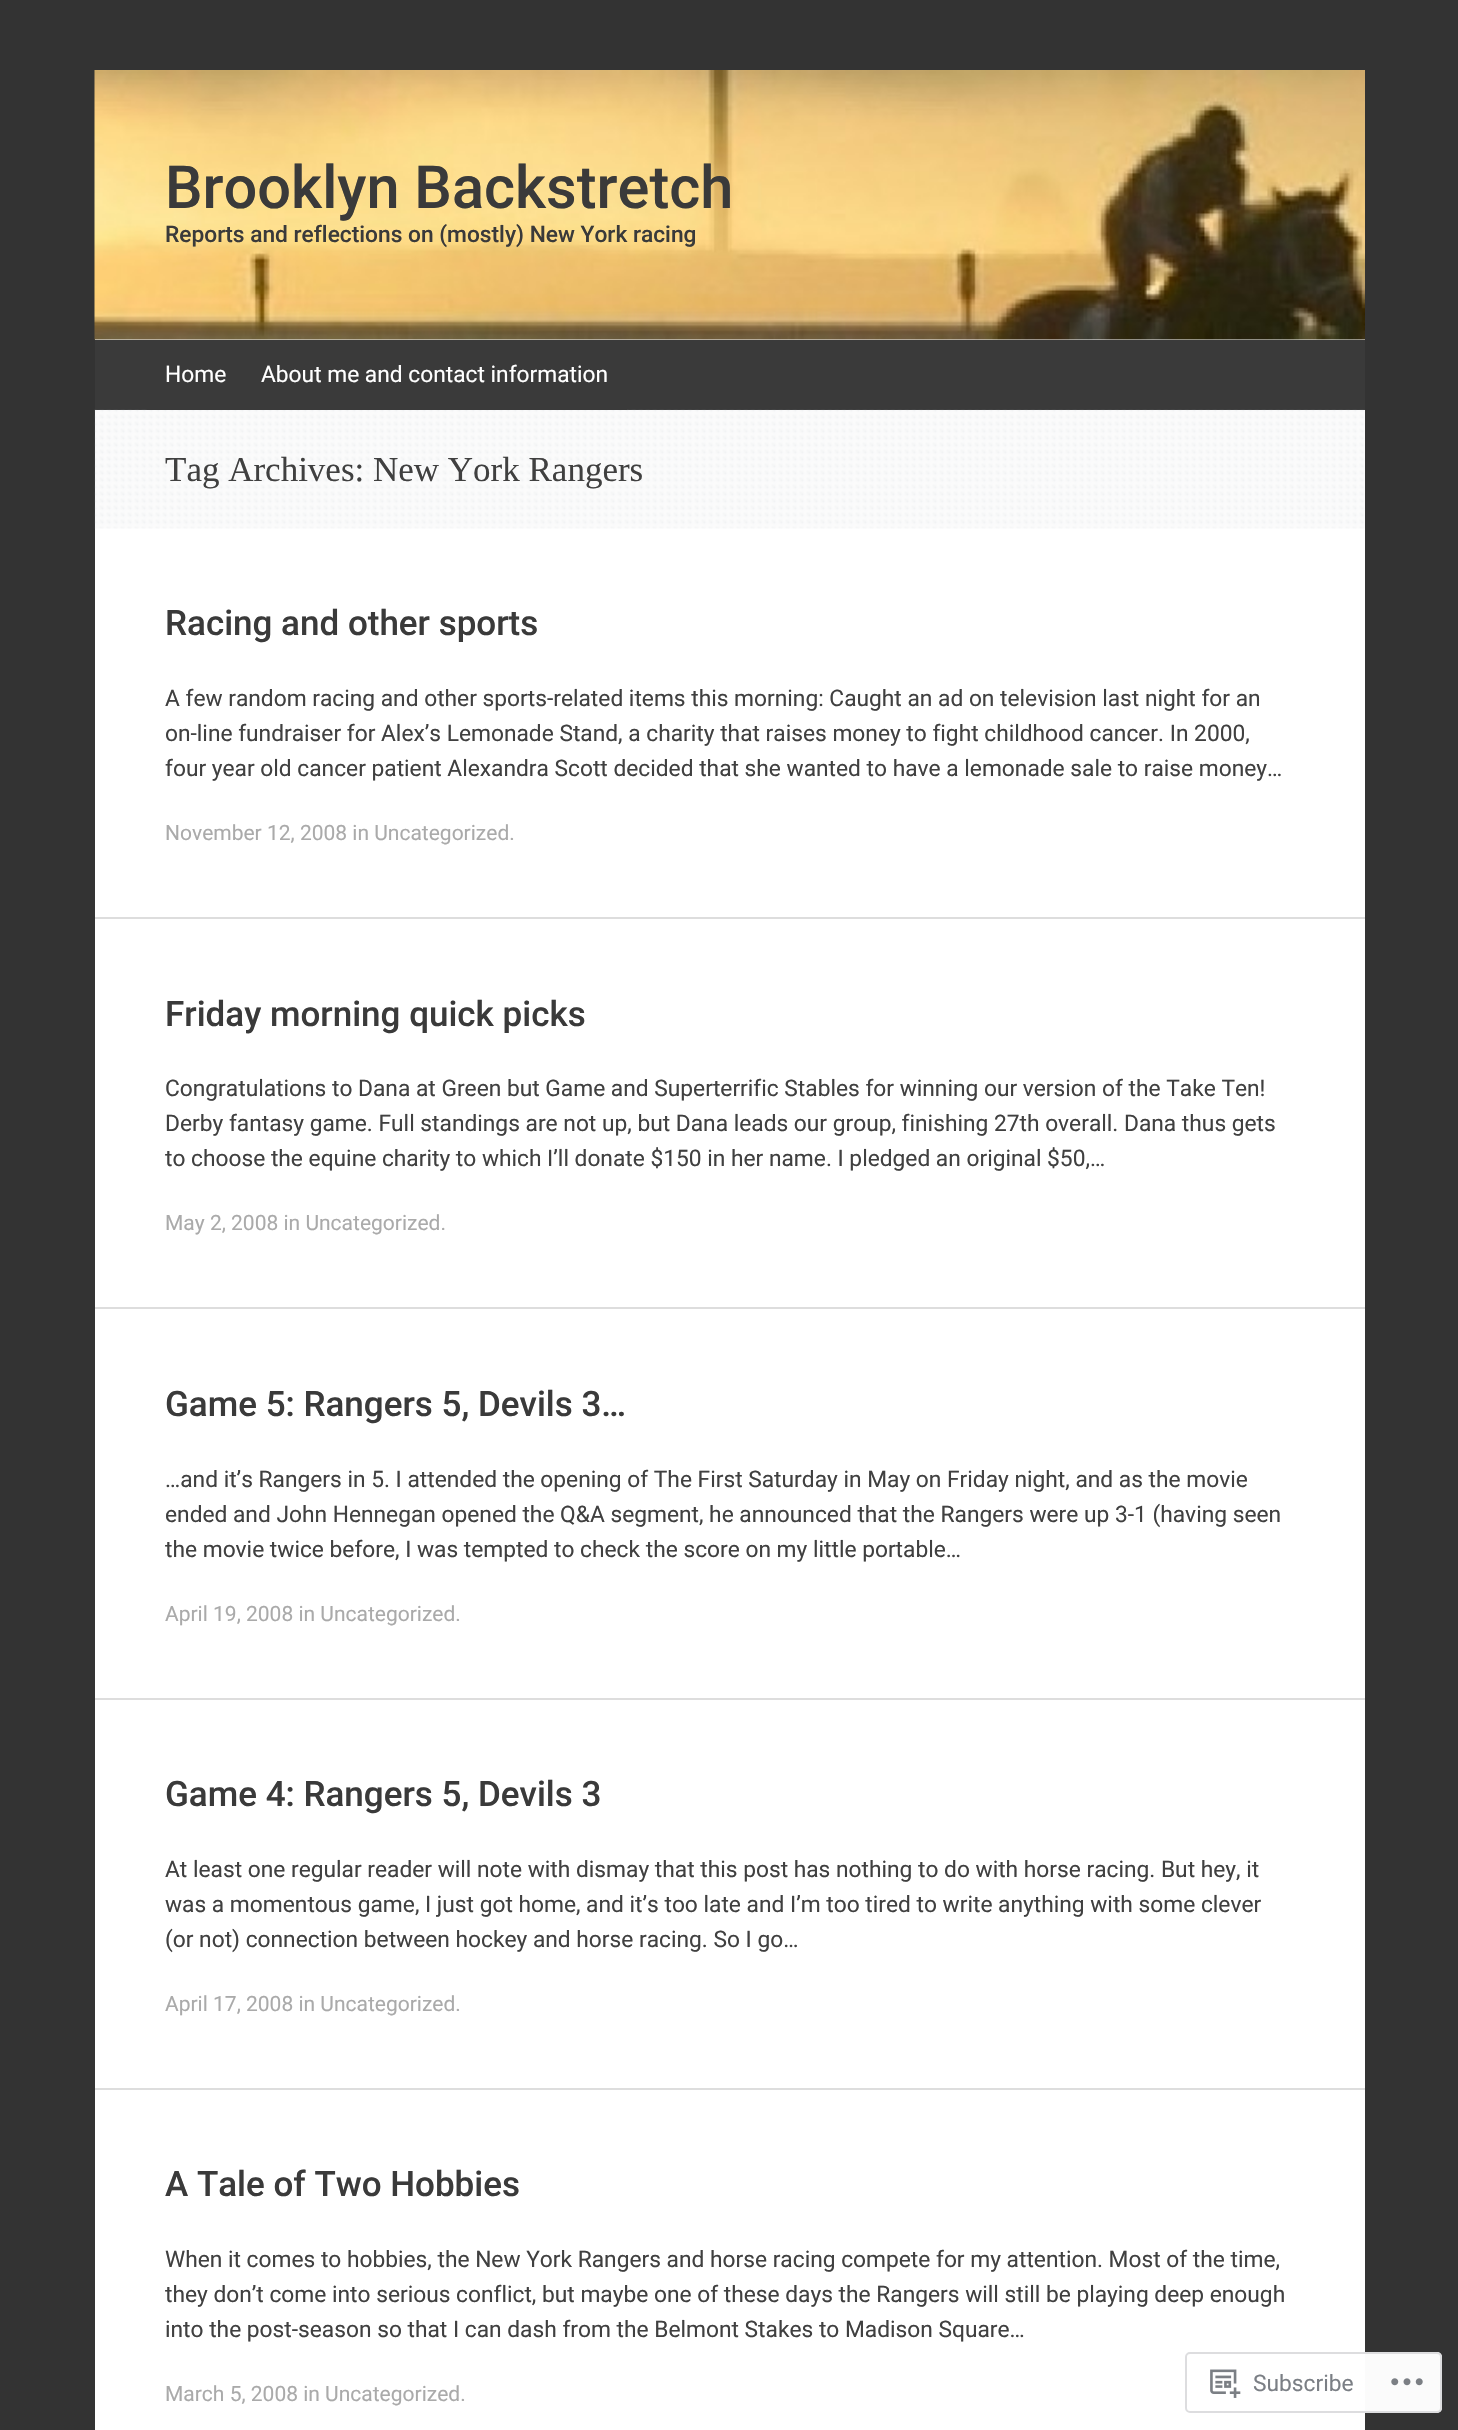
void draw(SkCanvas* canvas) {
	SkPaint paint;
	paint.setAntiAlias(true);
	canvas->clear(0xff333333);
	paint.setColor(0xffffffff);
	canvas->drawRect(SkRect::MakeXYWH(95, 339, 1270, 2091), paint);
	canvas->drawImageRect(SkImages::DeferredFromEncodedData(SkData::MakeFromFileName("img1.png")), SkRect::MakeXYWH(94, 70, 1271, 270), SkSamplingOptions());
	SkFont f1(fontMgr->matchFamilyStyle("Roboto", SkFontStyle(500, SkFontStyle::kNormal_Width, SkFontStyle::kUpright_Slant)), 59.5);
	f1.setSubpixel(true);
	paint.setColor(0xff3a3a3a);
	canvas->drawString("Brooklyn Backstretch", 165, 208, f1, paint);
	SkFont f2(fontMgr->matchFamilyStyle("Roboto", SkFontStyle(500, SkFontStyle::kNormal_Width, SkFontStyle::kUpright_Slant)), 22.75);
	f2.setSubpixel(true);
	canvas->drawString("Reports and reflections on (mostly) New York racing", 165, 242, f2, paint);
	canvas->drawRect(SkRect::MakeXYWH(95, 340, 1270, 70), paint);
	canvas->drawImageRect(SkImages::DeferredFromEncodedData(SkData::MakeFromFileName("img2.png")), SkRect::MakeXYWH(94, 409, 1271, 120), SkSamplingOptions());
	canvas->drawRect(SkRect::MakeXYWH(147, 409, 480, 1), paint);
	SkFont f3(fontMgr->matchFamilyStyle("Roboto", SkFontStyle::Normal()), 22.75);
	f3.setSubpixel(true);
	paint.setColor(0xffffffff);
	canvas->drawString("Home", 165, 382, f3, paint);
	canvas->drawString("About me and contact information", 261, 382, f3, paint);
	SkFont f4(fontMgr->matchFamilyStyle("Liberation Serif", SkFontStyle::Normal()), 35);
	f4.setSubpixel(true);
	paint.setColor(0xff404040);
	canvas->drawString("Tag Archives: New York Rangers", 165, 481, f4, paint);
	paint.setColor(0xffdddddd);
	canvas->drawRect(SkRect::MakeXYWH(95, 917, 1270, 2), paint);
	SkFont f5(fontMgr->matchFamilyStyle("Roboto", SkFontStyle(500, SkFontStyle::kNormal_Width, SkFontStyle::kUpright_Slant)), 35);
	f5.setSubpixel(true);
	paint.setColor(0xff3a3a3a);
	canvas->drawString("Racing and other sports", 165, 635, f5, paint);
	paint.setColor(0xff404040);
	canvas->drawString("A few random racing and other sports-related items this morning: Caught an ad on television last night for an", 165, 706, f3, paint);
	canvas->drawString("on-line fundraiser for Alex’s Lemonade Stand, a charity that raises money to fight childhood cancer. In 2000,", 165, 741, f3, paint);
	canvas->drawString("four year old cancer patient Alexandra Scott decided that she wanted to have a lemonade sale to raise money…", 165, 776, f3, paint);
	SkFont f6(fontMgr->matchFamilyStyle("Roboto", SkFontStyle::Normal()), 21);
	f6.setSubpixel(true);
	paint.setColor(0xffaaaaaa);
	canvas->drawString("November 12, 2008 in Uncategorized.", 165, 840, f6, paint);
	paint.setColor(0xffdddddd);
	canvas->drawRect(SkRect::MakeXYWH(95, 1307, 1270, 2), paint);
	paint.setColor(0xff3a3a3a);
	canvas->drawString("Friday morning quick picks", 165, 1026, f5, paint);
	paint.setColor(0xff404040);
	canvas->drawString("Congratulations to Dana at Green but Game and Superterrific Stables for winning our version of the Take Ten!", 165, 1096, f3, paint);
	canvas->drawString("Derby fantasy game. Full standings are not up, but Dana leads our group, finishing 27th overall. Dana thus gets", 165, 1131, f3, paint);
	canvas->drawString("to choose the equine charity to which I’ll donate $150 in her name. I pledged an original $50,…", 165, 1166, f3, paint);
	paint.setColor(0xffaaaaaa);
	canvas->drawString("May 2, 2008 in Uncategorized.", 165, 1230, f6, paint);
	paint.setColor(0xffdddddd);
	canvas->drawRect(SkRect::MakeXYWH(95, 1698, 1270, 2), paint);
	paint.setColor(0xff3a3a3a);
	canvas->drawString("Game 5: Rangers 5, Devils 3…", 165, 1416, f5, paint);
	paint.setColor(0xff404040);
	canvas->drawString("…and it’s Rangers in 5. I attended the opening of The First Saturday in May on Friday night, and as the movie", 165, 1487, f3, paint);
	canvas->drawString("ended and John Hennegan opened the Q&A segment, he announced that the Rangers were up 3-1 (having seen", 165, 1522, f3, paint);
	canvas->drawString("the movie twice before, I was tempted to check the score on my little portable…", 165, 1557, f3, paint);
	paint.setColor(0xffaaaaaa);
	canvas->drawString("April 19, 2008 in Uncategorized.", 165, 1621, f6, paint);
	paint.setColor(0xffdddddd);
	canvas->drawRect(SkRect::MakeXYWH(95, 2088, 1270, 2), paint);
	paint.setColor(0xff3a3a3a);
	canvas->drawString("Game 4: Rangers 5, Devils 3", 165, 1806, f5, paint);
	paint.setColor(0xff404040);
	canvas->drawString("At least one regular reader will note with dismay that this post has nothing to do with horse racing. But hey, it", 165, 1877, f3, paint);
	canvas->drawString("was a momentous game, I just got home, and it’s too late and I’m too tired to write anything with some clever", 165, 1912, f3, paint);
	canvas->drawString("(or not) connection between hockey and horse racing. So I go…", 165, 1947, f3, paint);
	paint.setColor(0xffaaaaaa);
	canvas->drawString("April 17, 2008 in Uncategorized.", 165, 2011, f6, paint);
	paint.setColor(0xff3a3a3a);
	canvas->drawString("A Tale of Two Hobbies", 165, 2196, f5, paint);
	paint.setColor(0xff404040);
	canvas->drawString("When it comes to hobbies, the New York Rangers and horse racing compete for my attention. Most of the time,", 165, 2267, f3, paint);
	canvas->drawString("they don’t come into serious conflict, but maybe one of these days the Rangers will still be playing deep enough", 165, 2302, f3, paint);
	canvas->drawString("into the post-season so that I can dash from the Belmont Stakes to Madison Square…", 165, 2337, f3, paint);
	paint.setColor(0xffaaaaaa);
	canvas->drawString("March 5, 2008 in Uncategorized.", 165, 2401, f6, paint);
	paint.setColor(0xfaffffff);
	canvas->drawRoundRect(SkRect::MakeXYWH(1185, 2352, 257, 61), 5, 5, paint);
	paint.setStroke(true);
	paint.setStrokeWidth(2);
	paint.setColor(0xfadcdcde);
	canvas->drawRoundRect(SkRect::MakeXYWH(1186, 2353, 255, 59), 4, 4, paint);
	canvas->drawImageRect(SkImages::DeferredFromEncodedData(SkData::MakeFromFileName("img3.png")), SkRect::MakeXYWH(1210, 2369, 31, 29), SkSamplingOptions());
	paint.setStroke(false);
	paint.setColor(0xff7b7f85);
	canvas->drawString("Subscribe", 1253, 2391, f3, paint);
	canvas->drawImageRect(SkImages::DeferredFromEncodedData(SkData::MakeFromFileName("img4.png")), SkRect::MakeXYWH(1391, 2378, 32, 8), SkSamplingOptions());
}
━━━
▸ **Aim of the task**: Where does "drawRoundRect" appear in the records above? Copy every line that has it.

▸ **Written solution**:
	canvas->drawRoundRect(SkRect::MakeXYWH(1185, 2352, 257, 61), 5, 5, paint);
	canvas->drawRoundRect(SkRect::MakeXYWH(1186, 2353, 255, 59), 4, 4, paint);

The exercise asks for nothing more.